9. A photoelectric conversion element comprising:

a photoelectric conversion layer;

a first electrode that collects holes generated in the photoelectric conversion layer; and

a second electrode that is positioned opposite to the first electrode with the photoelectric conversion layer being disposed between the second electrode and the first electrode and that collects electrons generated in the photoelectric conversion layer, wherein

the photoelectric conversion layer includes a first quantum dot layer including a plurality of first quantum dots, each of the plurality of first quantum dots having a surface modified with a first ligand, and a second quantum dot layer located between the first quantum dot layer and the second electrode and including a plurality of second quantum dots, each of the plurality of second quantum dots having a surface modified with a second ligand that is different from the first ligand,

the second quantum dot layer has an ionization potential greater than an ionization potential of the first quantum dot layer,

an absorption peak wavelength of the plurality of second quantum dots is shorter than an absorption peak wavelength of the plurality of first quantum dots, and

a material of the plurality of first quantum dots is different from a material of the plurality of second quantum dots.

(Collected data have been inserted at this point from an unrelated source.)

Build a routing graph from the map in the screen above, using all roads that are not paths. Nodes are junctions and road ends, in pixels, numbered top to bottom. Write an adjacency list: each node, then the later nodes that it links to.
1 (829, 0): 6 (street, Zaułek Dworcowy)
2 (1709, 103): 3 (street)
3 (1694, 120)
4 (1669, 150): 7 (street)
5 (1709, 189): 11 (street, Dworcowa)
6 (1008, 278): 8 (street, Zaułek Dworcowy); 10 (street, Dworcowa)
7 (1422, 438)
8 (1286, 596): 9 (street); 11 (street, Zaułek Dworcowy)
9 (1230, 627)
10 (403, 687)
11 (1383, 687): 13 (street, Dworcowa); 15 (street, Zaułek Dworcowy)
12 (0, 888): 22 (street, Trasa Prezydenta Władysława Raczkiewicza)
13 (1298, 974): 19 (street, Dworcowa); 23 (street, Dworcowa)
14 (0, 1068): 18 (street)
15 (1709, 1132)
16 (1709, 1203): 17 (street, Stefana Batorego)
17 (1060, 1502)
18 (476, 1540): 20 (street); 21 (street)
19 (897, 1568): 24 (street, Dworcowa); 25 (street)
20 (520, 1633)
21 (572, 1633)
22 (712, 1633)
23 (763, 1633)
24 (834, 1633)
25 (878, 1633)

10. The photoelectric conversion element according to claim 9, wherein a second value that represents a particle diameter distribution of the plurality of second quantum dots is equal to a first value that represents a particle diameter distribution of the plurality of first quantum dots.

11. The photoelectric conversion element according to claim 9, wherein a second value that represents a particle diameter distribution of the plurality of second quantum dots is greater than a first value that represents a particle diameter distribution of the plurality of first quantum dots.